This past weekend I decided to finish installing some Uninterruptible Power Supply units at my transmitter site. During the course of this installation I looked up at the incoming power feed to the building and discovered some extremely serious deterioration of the wiring. The copper was exposed, discolored and corroded for about 6″ where the wires came into the weather hood. Yikes! It looked like a splice that had failed and got pretty warm.
I had noticed some deterioration before but I did not remember it being nearly this bad. I certainly did not remember the bare wiring…It had been deteriorating over time and finally reached a point where I decided it needed to get fixed very soon. I finished the installation of the UPS units and went back home. It bugged me for the rest of the holiday weekend.
On Tuesday morning after the holiday I decided to get it fixed NOW considering the potential downtime it would cause if it failed on its own. I called the power company and reported the condition. They said they could have a lineman there that afternoon but that we needed to have an electrician there to replace the failed wiring on our end as well.
I generally would work through the “proper” channels of the college to get this done but this just couldn’t wait. Better to ask forgiveness than permission in some cases. I called a local electrician and lo and behold they actually had someone available to do the work that very afternoon! This is no small feat! It is next to impossible to get people like this on site at the same time on short notice, let alone to have them do it the same day!

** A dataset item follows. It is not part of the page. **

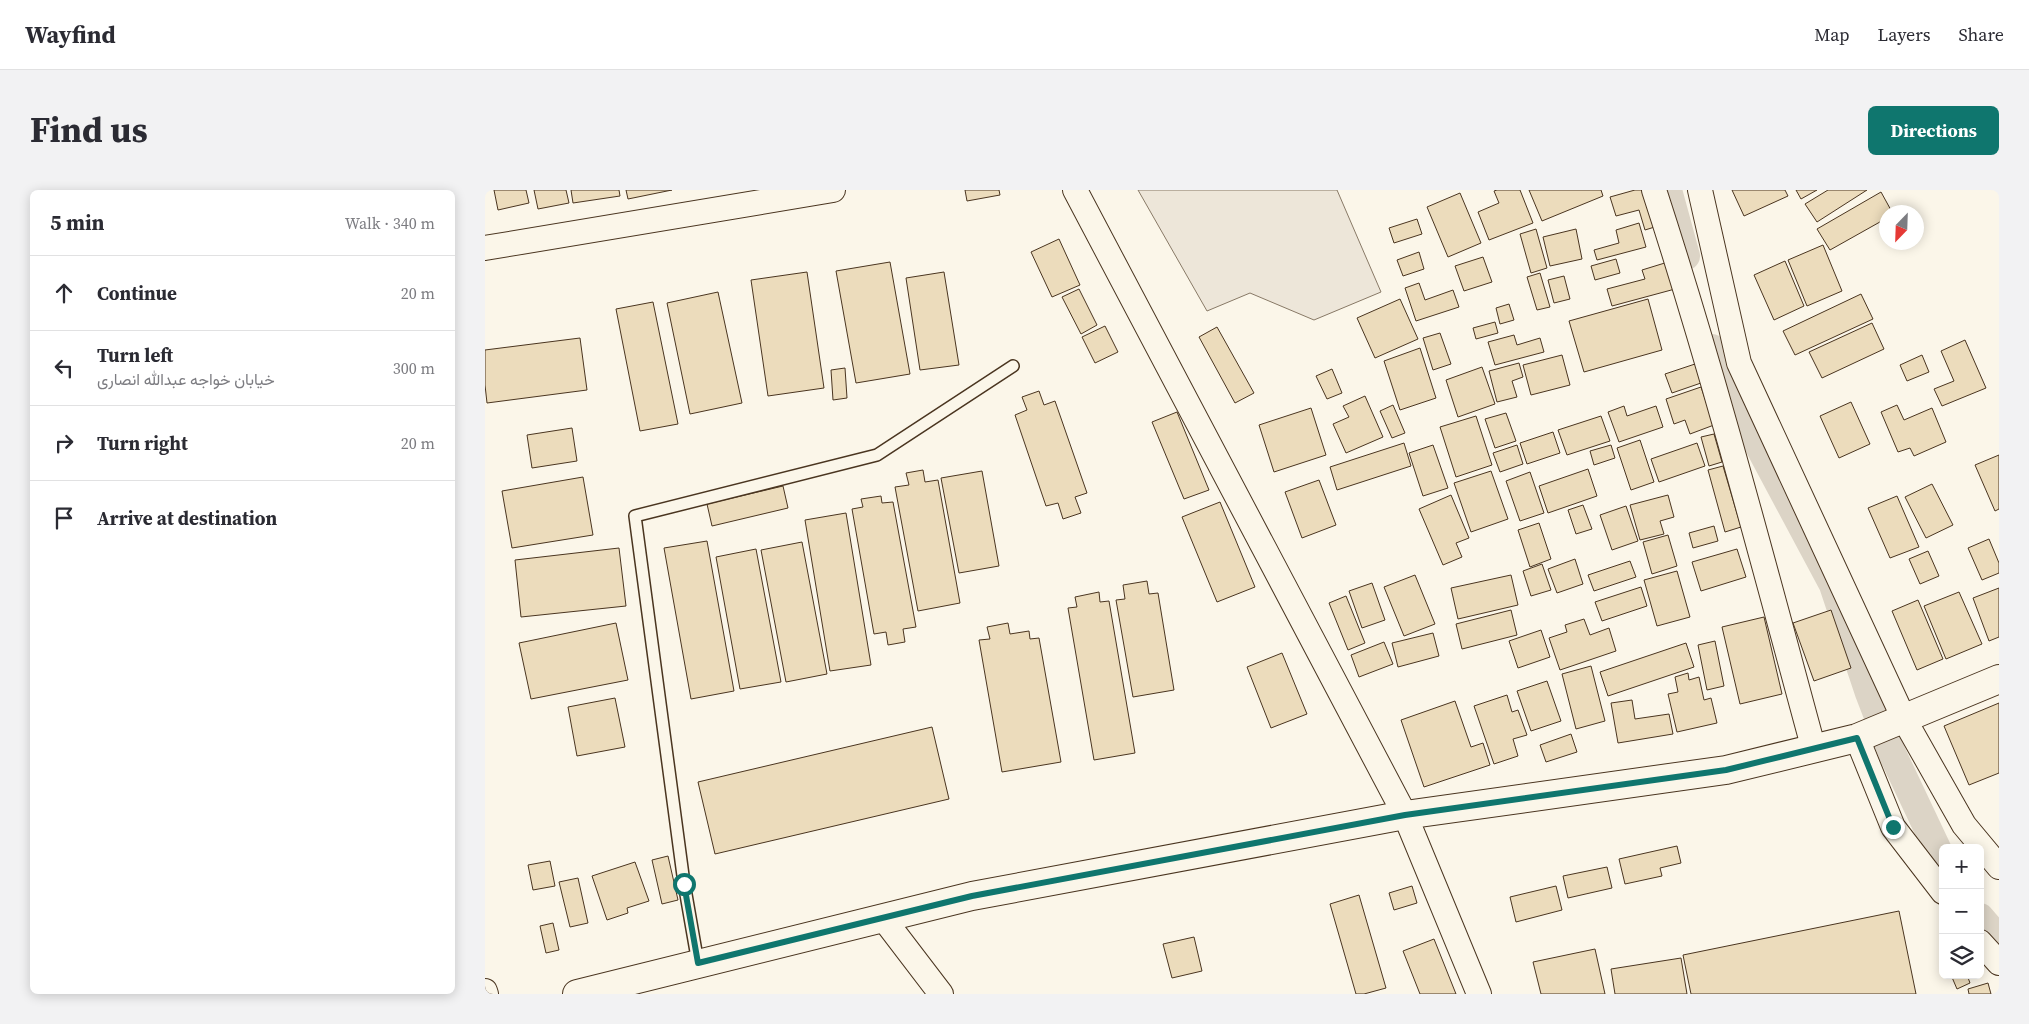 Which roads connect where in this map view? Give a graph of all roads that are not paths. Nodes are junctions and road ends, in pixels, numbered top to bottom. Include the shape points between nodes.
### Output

I agreed to meet the electricians and the power company at the site at 3 PM. I sent an E-Mail to the staff explaining what was going on and that I would try to keep the station on at low power with a UPS during the outage. Generally we do not like to take stations down (or put them on low power) during the day but this was an extremely urgent maintenance issue.
The electrician was at the site a bit before 3 and the power company was there around 3:15. As an added bonus, the campus plumbers came to take a look at what it was going to take to finish the fuel piping for my new generator! The generator wasn’t ready for service yet so I had to rely on the newly installed UPS units to keep the equipment powered up.
Vehicles left to right: Electrician, me, power company
The plumbers are there somewhere too…
I shut the disconnect off just before the power company lineman pulled the fuses at the transformers. Before I did that, however, I took a few moments to properly shut down everything in the shack and put the aux transmitter on the air at low power. It was DARK in the shack with all of the lights out! Only the glow from the audio processor’s LCD screen and the light streaming through the open door allowed me to see what I was doing.
Equipment humming along in darkness
Old UPS, new UPS, HD audio processor and aux transmitter
The UPS battery lasted for a good 45 minutes with the aux transmitter running at 100 watts. We did go off the air briefly just as the crews were finishing their work but altogether it was a successful repair.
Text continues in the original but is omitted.